A new prejudice in American politics
APPLETON, WIS. — In 1928, a national atmosphere rife with nativism, Protestant fundamentalism, and Ku Klux Klan activity doomed Catholic Al Smith's bid to be president.
In 1960, when the word "diversity" referred to investment portfolios, not race or religion, presidential candidate John F. Kennedy felt impelled to appear before a group of Baptist clergymen and promise that, as a Catholic, he posed no threat to American democratic institutions.
In 2004, despite some media-hyped controversies over tensions between his religion and his politics, John Kerry's Catholicism was a nonissue for most voters. Windy, stiff, and irony-challenged? Yes. But Roman Catholic? So what?
If Mr. Smith lost because he was Catholic, Mr. Kennedy won in spite of being Catholic, and Mr. Kerry lost for reasons having nothing to do with being Catholic, has America transcended identity politics when it comes to picking presidents? Perhaps, but in so doing, it has replaced the politics of identity with the equally shallow and coarse politics of personality.
This new politics encourages voters to make judgments about candidates based on visceral reactions to surface attributes. The world's most important leader is now being chosen essentially on the basis of compatibility as a potential dinner companion.
The civil rights, women's, and other "identity" movements of the 1960s were cultural as well as political revolutions. They climaxed with the triumph of political correctness and multiculturalism in the 1990s, when it became impossible to publicly oppose a presidential candidate because he or she was a [fill in the blank].
This shift in political culture has permitted the list of leading candidates for the White House in 2008 to include a black of African descent (Barack Obama); a woman (Hillary Clinton); a divorced Catholic whose first wife was his second cousin (Rudy Giuliani); and a practicing Mormon (Mitt Romney). The identity politics generated in the 1960s have, ironically, made the politics of identity passé in the America of the early 21st century.
Americans can, of course, take a measure of pride in the distance they have traveled since a significant portion of the electorate believed that a President Smith would install Catholicism as the national religion.

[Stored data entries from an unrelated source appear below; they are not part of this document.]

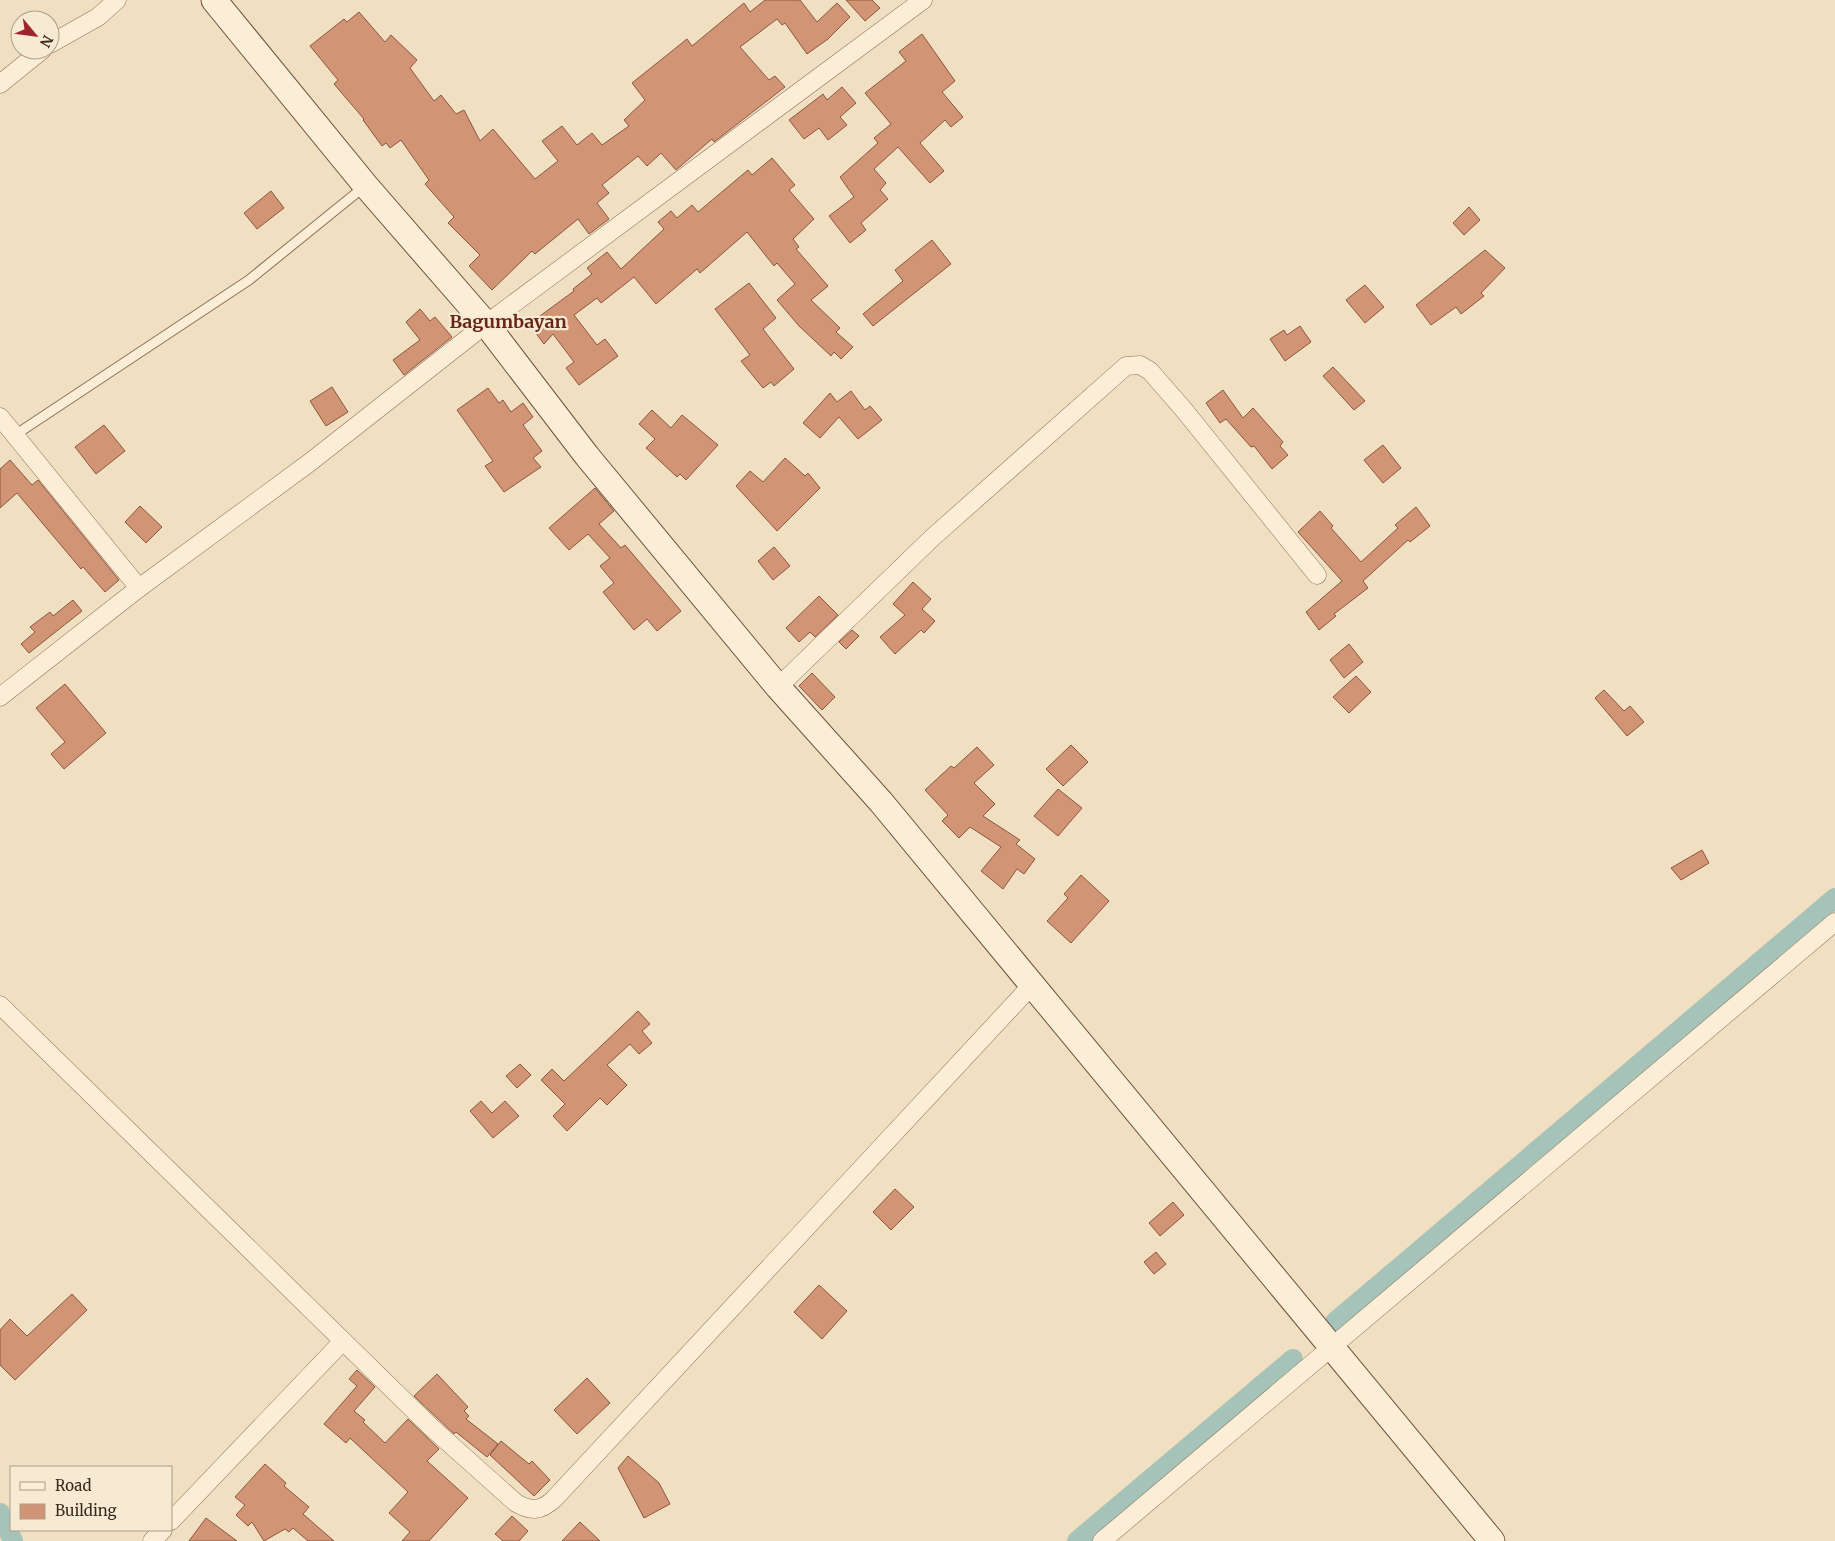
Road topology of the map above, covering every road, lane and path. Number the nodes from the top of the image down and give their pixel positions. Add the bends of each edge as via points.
1 (117, 0) edge
2 (214, 0) edge
3 (924, 0) edge
4 (60, 39) edge
5 (30, 60) edge
6 (0, 84) edge
7 (366, 186) junction
8 (486, 324) junction
9 (0, 417) edge
10 (15, 435) junction
11 (1317, 575) dead end
12 (139, 588) junction
13 (778, 687) junction
14 (0, 697) edge
15 (1835, 922) edge
16 (1032, 985) junction
17 (0, 1006) edge
18 (343, 1341) junction
19 (1332, 1348) junction
20 (172, 1520) edge
21 (162, 1531) edge
22 (152, 1541) edge
23 (1102, 1541) edge
24 (1492, 1541) edge

1 - 4 street via 98,18
2 - 7 main road
3 - 8 street
5 - 6 street
7 - 8 main road
7 - 10 lane via 249,280
8 - 12 street via 309,463
8 - 13 main road via 587,456
9 - 10 street
10 - 12 street
11 - 13 street via 1150,371 1133,364 1126,366 933,537
12 - 14 street
13 - 16 main road via 882,802
15 - 19 street
16 - 18 street via 554,1499 541,1509 531,1511 516,1503 432,1428
16 - 19 main road
17 - 18 street
18 - 20 street
19 - 23 street
19 - 24 main road
21 - 22 street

Consider the last two presidential elections. Hanging chads did not cost Al Gore victory in 2000. That condescending sigh during his first debate with George W. Bush did. Who wanted to have dinner with a smug know-it-all? Well, maybe those who couldn't stand someone who reminded them of a frat boy. The 2004 election was even worse. It was almost feral in its fixation upon personal weakness. Kerry supporters seemed less attracted to their man than nauseated by his opponent's persona. Bush voters appeared to be revolted by Kerry as a human being – preferable, perhaps, to repudiating him for being a Catholic, but not by much.
The politics of identity, then, has given way to one of style. Racial, religious, and gender stereotyping are now impermissible, but there is no penalty for labeling on the basis of speech patterns, mannerisms, dress, or "gaffes" whipped up by the media. Smith's nasal New York accent, not his religion, would doom his candidacy today.
The journalistic flurry over the Mormon faith of Mr. Romney is thus misplaced. Romney can dispel concerns about the independence of his political judgments with one well-placed speech reminiscent of Kennedy's address to the ministers of Houston in 1960. What he cannot dispel will be voter perceptions based on matters as trivial as his posture or jawline.
Romney is surely aware that the presidential hopes of his father, former Michigan Gov. George Romney, were dashed not by his ties to the Church of Jesus Christ of Latter-day Saints, but by a single, ill-advised word. Romney was the front-runner for the 1968 Republican presidential nomination when he stated that he had earlier been "brainwash[ed]" into supporting the Vietnam War. He meant that US military officials had been duplicitous regarding the prospects for victory, but no matter. Romney was immediately branded as naive and weak. His candidacy never recovered.
This scenario is what George Romney's son, and all 2008 presidential hopefuls, must fear: not that they will be rejected for who they are, but for how they resonate in a culture that accords equal weight to a presidential pronouncement on Afghanistan and the death of Anna Nicole Smith. The identity politics that sank Al Smith and nearly did in Kennedy is no more, but in its place is a visceral politics that substitutes one set of prejudices for another. Mitt Romney's electability now hinges more on his haircut than his religion. I'm not sure we should be celebrating.
• Jerald Podair is a professor of history and American studies at Lawrence University.